#### Given entries:
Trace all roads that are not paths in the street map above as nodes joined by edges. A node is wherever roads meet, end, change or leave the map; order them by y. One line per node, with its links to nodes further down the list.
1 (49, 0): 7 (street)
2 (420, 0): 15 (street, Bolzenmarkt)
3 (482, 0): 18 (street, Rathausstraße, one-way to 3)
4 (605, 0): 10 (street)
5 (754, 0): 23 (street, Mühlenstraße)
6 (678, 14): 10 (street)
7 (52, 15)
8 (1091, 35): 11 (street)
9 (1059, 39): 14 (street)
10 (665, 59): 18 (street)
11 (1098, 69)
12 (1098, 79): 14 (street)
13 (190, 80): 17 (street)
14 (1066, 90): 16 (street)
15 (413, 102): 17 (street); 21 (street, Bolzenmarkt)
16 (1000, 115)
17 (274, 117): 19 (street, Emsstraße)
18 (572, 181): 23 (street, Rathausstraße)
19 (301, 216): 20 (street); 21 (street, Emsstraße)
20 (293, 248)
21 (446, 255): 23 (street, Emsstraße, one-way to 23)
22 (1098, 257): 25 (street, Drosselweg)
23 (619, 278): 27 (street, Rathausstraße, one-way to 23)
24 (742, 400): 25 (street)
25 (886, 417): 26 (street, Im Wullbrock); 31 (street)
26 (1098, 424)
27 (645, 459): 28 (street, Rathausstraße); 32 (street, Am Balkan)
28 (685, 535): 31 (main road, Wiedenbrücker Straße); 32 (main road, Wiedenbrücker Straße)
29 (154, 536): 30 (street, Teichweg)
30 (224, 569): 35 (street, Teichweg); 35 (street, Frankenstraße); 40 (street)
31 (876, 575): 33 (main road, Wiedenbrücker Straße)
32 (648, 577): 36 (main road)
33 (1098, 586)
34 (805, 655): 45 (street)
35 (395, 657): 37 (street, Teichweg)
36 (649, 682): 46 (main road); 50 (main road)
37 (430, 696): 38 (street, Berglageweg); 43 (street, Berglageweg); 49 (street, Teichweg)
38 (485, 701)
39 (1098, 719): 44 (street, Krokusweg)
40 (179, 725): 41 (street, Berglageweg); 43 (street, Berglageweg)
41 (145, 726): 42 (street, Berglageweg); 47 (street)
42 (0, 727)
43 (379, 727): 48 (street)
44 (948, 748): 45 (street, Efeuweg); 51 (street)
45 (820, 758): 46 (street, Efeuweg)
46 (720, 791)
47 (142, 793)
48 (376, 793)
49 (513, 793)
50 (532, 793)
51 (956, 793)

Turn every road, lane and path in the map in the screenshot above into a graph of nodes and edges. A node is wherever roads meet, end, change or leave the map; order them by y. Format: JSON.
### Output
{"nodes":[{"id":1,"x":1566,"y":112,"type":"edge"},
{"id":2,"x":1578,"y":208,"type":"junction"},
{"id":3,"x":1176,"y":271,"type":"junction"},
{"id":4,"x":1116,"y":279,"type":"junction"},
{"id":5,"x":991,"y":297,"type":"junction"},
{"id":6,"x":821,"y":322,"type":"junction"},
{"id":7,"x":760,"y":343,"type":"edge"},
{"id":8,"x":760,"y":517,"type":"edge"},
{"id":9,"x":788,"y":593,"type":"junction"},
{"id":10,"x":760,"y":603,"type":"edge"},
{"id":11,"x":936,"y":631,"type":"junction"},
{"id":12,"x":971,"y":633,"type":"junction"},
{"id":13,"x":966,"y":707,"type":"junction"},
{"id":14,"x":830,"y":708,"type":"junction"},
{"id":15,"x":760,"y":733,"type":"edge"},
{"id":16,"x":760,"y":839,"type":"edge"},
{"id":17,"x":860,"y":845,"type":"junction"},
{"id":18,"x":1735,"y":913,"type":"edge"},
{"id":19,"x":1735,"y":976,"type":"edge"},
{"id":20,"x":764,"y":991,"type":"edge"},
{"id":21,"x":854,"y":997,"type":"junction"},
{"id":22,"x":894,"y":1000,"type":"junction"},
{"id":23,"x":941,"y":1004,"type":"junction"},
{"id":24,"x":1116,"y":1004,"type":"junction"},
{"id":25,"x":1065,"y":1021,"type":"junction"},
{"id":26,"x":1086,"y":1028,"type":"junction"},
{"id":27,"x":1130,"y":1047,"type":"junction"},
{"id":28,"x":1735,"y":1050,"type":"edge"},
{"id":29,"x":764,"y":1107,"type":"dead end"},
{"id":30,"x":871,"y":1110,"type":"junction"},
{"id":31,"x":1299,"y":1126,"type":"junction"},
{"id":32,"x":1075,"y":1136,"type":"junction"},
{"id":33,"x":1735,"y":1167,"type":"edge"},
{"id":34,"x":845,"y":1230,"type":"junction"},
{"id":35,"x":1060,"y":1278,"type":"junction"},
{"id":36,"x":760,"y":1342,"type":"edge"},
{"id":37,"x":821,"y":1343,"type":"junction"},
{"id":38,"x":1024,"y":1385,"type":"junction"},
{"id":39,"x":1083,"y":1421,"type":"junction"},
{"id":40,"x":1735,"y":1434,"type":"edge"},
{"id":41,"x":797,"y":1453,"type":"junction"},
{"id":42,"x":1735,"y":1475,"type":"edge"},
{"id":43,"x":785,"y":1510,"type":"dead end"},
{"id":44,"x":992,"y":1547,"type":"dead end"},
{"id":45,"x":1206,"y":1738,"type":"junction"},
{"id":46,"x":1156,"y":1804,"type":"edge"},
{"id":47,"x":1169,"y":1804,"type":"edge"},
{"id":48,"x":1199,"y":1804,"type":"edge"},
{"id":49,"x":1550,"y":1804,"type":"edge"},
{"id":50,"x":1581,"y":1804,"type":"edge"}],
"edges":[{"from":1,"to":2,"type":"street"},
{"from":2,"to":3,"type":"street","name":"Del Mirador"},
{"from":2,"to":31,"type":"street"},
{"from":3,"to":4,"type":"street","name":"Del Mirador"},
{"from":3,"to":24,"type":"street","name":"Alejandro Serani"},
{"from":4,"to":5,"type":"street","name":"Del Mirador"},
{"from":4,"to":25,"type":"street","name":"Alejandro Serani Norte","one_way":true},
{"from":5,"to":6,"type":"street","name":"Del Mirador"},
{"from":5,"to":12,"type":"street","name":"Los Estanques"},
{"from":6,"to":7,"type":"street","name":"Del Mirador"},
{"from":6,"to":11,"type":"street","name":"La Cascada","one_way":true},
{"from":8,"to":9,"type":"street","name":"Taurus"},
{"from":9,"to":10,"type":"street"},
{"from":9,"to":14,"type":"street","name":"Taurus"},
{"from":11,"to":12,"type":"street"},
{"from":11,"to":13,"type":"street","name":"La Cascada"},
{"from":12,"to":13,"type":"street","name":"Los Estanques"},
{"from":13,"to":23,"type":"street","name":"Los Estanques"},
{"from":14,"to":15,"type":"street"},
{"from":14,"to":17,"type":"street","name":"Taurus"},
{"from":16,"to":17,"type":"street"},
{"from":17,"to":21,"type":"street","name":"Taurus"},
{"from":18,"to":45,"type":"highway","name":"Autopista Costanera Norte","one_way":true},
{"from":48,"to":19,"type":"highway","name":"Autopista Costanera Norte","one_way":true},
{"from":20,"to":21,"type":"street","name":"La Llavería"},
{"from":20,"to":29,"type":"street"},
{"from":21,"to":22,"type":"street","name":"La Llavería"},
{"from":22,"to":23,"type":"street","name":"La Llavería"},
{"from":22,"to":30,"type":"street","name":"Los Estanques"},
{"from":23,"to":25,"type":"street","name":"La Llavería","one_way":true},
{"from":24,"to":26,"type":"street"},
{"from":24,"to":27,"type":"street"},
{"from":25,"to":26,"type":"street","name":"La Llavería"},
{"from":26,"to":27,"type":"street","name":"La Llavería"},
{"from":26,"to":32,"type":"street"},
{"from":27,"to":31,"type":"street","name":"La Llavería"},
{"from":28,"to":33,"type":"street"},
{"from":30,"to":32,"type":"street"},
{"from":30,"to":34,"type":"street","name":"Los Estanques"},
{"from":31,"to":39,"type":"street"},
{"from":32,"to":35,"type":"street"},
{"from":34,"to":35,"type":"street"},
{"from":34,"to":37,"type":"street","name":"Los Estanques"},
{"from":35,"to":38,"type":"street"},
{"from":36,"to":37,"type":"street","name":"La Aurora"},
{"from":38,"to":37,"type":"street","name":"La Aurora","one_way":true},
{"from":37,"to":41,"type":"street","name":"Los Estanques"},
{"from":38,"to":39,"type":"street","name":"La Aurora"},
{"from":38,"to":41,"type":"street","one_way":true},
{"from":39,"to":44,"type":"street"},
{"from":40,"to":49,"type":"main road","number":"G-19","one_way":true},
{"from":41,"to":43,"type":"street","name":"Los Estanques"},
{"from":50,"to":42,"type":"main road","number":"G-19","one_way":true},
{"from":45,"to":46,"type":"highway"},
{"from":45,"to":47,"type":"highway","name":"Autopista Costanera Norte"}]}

#### Required work:
Copy each line of the listing that carries the word "dead".

#### Exercise response:
{"id":29,"x":764,"y":1107,"type":"dead end"},
{"id":43,"x":785,"y":1510,"type":"dead end"},
{"id":44,"x":992,"y":1547,"type":"dead end"},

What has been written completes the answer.